I already find it a minor irritation that, on getting home, I have to
get out of the car, without locking it (or the charge flap will also be
locked), which leaves lights, radio and dash on; plug in; then lock the
car; then use the charger app to set charging and the car\'s own app if I
want to monitor charge state. That\'s before we introduce a 3rd app to
allow the car to charge at lower demand times, rather than a fixed period.

Gas stations don\'t make me do all that. I can even go inside and pay
cash.

But you do have to go to the gas station and not just park up on your
driveway at the end of the day.

I park on the street.

People here park on the street and just run a cable over the pavement.
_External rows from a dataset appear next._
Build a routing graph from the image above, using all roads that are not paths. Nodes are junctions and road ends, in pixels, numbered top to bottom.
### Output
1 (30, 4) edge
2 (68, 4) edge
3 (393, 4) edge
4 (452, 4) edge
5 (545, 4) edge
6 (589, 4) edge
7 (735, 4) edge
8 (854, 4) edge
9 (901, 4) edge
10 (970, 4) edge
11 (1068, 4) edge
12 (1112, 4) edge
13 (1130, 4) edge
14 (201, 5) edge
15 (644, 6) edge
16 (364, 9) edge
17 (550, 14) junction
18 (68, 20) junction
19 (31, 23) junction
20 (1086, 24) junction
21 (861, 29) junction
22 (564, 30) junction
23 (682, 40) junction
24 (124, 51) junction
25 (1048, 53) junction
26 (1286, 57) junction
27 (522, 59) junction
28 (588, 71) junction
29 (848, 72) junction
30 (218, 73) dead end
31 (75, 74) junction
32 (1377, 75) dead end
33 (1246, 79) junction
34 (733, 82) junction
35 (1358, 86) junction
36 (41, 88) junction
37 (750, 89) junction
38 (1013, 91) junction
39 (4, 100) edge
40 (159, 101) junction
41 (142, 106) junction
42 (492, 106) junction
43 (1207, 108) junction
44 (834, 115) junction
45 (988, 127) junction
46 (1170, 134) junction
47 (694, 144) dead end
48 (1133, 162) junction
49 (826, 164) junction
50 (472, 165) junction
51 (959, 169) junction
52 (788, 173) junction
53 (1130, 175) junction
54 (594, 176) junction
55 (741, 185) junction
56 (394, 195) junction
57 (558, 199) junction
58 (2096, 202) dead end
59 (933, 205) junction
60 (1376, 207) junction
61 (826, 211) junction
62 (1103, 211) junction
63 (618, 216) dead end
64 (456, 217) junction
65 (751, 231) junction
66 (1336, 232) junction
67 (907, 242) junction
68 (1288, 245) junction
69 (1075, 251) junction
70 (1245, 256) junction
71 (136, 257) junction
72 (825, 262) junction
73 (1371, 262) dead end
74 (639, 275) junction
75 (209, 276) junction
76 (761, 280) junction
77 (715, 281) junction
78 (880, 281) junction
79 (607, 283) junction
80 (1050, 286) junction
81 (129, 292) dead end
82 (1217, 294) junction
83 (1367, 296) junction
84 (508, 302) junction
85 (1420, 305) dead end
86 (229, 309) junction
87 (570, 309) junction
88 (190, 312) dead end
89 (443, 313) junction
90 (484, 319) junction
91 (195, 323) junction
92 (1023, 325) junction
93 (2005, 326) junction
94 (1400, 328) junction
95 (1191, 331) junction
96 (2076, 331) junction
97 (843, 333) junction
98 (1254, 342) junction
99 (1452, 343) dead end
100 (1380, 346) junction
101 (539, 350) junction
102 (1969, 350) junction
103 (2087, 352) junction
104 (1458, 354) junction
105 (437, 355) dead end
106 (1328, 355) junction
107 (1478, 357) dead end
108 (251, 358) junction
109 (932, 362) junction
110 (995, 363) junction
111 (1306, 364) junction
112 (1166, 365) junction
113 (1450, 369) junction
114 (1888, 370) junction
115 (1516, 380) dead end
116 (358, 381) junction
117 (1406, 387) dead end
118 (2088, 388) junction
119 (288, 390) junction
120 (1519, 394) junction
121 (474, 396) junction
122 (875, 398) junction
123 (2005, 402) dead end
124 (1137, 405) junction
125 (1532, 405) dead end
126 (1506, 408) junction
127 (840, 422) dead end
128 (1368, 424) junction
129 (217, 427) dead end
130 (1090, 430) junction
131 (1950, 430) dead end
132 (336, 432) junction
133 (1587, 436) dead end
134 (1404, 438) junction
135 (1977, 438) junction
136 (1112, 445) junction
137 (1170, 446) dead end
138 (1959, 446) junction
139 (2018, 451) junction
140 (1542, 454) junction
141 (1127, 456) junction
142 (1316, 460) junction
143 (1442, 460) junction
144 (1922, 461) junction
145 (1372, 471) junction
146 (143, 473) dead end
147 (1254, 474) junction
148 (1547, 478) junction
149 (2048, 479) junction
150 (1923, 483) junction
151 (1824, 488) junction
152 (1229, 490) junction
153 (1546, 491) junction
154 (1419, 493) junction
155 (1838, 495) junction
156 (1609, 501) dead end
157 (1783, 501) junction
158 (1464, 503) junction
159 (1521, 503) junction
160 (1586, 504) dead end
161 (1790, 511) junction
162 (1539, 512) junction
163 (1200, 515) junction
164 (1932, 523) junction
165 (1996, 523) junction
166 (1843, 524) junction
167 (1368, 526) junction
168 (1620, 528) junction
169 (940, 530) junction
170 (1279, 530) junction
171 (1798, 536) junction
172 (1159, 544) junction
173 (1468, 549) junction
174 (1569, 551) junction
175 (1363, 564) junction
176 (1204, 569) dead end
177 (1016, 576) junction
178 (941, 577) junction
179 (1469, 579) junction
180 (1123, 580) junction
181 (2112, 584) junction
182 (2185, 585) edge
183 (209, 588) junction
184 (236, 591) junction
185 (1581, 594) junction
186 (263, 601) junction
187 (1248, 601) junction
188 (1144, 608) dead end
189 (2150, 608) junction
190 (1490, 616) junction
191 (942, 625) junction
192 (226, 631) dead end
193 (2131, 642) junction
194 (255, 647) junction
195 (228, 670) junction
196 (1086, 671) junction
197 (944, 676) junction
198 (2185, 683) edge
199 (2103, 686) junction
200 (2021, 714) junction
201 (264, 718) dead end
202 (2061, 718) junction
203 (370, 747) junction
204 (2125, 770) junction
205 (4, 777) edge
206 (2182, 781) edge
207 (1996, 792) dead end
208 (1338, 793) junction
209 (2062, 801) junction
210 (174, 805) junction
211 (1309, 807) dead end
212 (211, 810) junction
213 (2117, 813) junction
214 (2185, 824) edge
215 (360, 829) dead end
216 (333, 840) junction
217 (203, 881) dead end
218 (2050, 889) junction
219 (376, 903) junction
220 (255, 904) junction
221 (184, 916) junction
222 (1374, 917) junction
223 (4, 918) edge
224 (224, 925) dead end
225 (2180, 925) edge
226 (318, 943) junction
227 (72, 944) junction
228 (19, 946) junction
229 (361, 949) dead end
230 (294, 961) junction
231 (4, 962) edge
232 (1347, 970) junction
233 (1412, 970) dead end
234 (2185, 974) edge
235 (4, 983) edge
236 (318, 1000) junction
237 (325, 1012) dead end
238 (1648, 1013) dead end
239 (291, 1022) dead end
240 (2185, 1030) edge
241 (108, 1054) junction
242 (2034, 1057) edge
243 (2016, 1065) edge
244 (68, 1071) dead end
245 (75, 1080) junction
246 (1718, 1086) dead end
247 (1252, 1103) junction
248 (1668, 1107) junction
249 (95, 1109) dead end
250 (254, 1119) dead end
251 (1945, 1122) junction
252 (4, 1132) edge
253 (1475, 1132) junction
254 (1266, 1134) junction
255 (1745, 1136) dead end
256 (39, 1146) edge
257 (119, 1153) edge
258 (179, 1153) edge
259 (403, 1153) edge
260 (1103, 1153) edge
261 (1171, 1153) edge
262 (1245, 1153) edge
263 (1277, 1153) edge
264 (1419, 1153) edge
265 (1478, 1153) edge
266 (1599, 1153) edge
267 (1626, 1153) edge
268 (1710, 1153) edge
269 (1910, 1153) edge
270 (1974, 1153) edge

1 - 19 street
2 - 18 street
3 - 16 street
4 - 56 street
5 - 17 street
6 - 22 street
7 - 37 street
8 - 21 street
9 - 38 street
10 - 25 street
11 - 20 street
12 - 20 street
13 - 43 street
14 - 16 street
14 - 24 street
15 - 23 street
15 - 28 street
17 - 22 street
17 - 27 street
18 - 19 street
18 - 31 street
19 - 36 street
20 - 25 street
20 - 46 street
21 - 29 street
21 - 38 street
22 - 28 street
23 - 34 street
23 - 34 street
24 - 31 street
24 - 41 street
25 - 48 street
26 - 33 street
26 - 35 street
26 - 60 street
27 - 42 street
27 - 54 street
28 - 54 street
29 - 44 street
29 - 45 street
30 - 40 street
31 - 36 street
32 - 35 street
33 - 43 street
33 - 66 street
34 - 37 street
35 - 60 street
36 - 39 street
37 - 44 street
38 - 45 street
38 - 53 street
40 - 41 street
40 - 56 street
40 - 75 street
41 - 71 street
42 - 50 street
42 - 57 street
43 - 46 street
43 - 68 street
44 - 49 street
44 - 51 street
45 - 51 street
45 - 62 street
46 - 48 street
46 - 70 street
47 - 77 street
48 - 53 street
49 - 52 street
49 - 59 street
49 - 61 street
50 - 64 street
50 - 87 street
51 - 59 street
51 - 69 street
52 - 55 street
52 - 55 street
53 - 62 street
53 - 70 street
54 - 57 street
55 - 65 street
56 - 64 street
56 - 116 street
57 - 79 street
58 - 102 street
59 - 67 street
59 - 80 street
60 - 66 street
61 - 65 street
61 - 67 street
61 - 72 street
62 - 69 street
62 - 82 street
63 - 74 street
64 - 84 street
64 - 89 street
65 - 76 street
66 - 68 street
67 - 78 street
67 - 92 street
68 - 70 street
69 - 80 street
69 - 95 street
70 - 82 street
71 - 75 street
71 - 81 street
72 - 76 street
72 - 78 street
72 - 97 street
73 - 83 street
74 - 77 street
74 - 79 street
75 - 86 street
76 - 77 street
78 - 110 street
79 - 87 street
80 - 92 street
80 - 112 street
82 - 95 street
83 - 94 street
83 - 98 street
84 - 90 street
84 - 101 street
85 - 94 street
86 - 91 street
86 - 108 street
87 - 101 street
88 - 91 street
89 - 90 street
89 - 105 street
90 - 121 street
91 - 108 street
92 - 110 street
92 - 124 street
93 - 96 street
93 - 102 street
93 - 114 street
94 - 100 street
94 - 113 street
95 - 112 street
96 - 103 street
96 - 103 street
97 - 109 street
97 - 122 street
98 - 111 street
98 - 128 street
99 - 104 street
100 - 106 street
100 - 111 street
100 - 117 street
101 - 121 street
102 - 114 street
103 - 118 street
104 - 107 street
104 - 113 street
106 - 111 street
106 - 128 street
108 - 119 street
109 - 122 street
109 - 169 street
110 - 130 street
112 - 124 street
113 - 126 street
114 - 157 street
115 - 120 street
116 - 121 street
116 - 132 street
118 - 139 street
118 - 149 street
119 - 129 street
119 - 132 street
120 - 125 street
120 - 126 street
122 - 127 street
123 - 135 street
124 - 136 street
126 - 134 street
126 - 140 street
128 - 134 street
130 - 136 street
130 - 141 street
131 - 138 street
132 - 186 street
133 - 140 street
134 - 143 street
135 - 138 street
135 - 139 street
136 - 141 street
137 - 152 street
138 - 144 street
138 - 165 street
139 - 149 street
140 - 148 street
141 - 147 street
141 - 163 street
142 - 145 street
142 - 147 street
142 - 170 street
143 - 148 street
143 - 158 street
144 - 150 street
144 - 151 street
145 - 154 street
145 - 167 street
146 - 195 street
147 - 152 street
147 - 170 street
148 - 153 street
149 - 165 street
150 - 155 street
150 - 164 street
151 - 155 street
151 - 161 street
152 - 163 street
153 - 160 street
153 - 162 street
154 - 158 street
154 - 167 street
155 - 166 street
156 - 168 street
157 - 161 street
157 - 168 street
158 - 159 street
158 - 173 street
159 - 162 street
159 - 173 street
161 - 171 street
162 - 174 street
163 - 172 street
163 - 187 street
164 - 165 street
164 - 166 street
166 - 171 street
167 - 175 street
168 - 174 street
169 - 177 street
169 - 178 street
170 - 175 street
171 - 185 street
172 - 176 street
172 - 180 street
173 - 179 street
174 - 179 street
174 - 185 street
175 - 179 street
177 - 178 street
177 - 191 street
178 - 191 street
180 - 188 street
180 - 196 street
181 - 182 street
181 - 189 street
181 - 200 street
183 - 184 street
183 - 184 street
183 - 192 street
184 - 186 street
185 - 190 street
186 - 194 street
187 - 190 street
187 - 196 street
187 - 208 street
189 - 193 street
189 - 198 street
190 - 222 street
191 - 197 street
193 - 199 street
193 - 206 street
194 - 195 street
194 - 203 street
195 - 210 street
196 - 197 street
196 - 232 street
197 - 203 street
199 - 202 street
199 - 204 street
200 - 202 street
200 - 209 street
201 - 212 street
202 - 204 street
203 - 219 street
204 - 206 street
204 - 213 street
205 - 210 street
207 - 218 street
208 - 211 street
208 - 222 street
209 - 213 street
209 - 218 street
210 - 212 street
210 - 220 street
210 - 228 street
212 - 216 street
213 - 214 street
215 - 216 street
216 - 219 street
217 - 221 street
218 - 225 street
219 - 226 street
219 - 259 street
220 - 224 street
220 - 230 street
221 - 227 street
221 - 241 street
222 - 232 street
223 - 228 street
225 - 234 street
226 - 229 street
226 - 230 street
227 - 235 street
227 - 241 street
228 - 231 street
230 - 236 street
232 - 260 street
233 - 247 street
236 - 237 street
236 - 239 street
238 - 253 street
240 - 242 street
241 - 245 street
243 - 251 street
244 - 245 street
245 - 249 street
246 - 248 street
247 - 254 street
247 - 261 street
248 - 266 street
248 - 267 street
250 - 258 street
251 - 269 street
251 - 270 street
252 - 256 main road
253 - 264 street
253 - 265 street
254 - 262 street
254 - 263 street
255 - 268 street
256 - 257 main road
I\'m lucky that I can usually park in front of my house, but that\'s not
guaranteed.

On street cleaning days, I park on another street. Envision a 500 foot
charging cable.



Two gas stations are close to home and I can wash the windows while
the tank fills up; all that takes about 4 minutes. I never have to
wait for a pump to be available.

If you\'re talking about a petrol pump and not an electric charger, WTF are you doing leaving it filling unattended? That\'s how this shit happens: https://media1.fdncms.com/orlando/imager/u/original/2826553/16832059_1350121135027085_3513683467753433350_n.jpg

Somehow I\'ve never done that. Electric car owners are the ones who
leave their cars unattended while they charge, because it takes so
long.


And 4 minutes? What are you doing, filling up a lorry? I fill my 50 litre petrol tank in one minute. Tell your garage to get faster pumps.

I like to wash and squeegee and wipe down my windows while the tank is
filling. That\'s what takes about 4 minutes about every two weeks,
unless I drive up into the mountains. It takes about 3/4 of a tank to
get to Truckee but only 1/2 to get back.

UK pumps cannot be operated unattended. They have the lock-on facility
disabled due to safety legislation.

Strange that there is a perceived safety issue. The auto shutoffs are
smarter than the average citizen.

You\'re forgetting people are forgetful. If you leave it running and go do something else, you\'re very likely to forget to put the nozzle away and drive off with it attached, this causes a massive leak of gas and a massive fire.

Not a massive leak. The pump will shut off and there\'s just a little
liquid that would drool out of the hose.

But your scenario rarely happens.

I\'ve seen about 100 videos of it on Youtube, often with an immense fire. Once the fire starts, it must get into the petrol underground.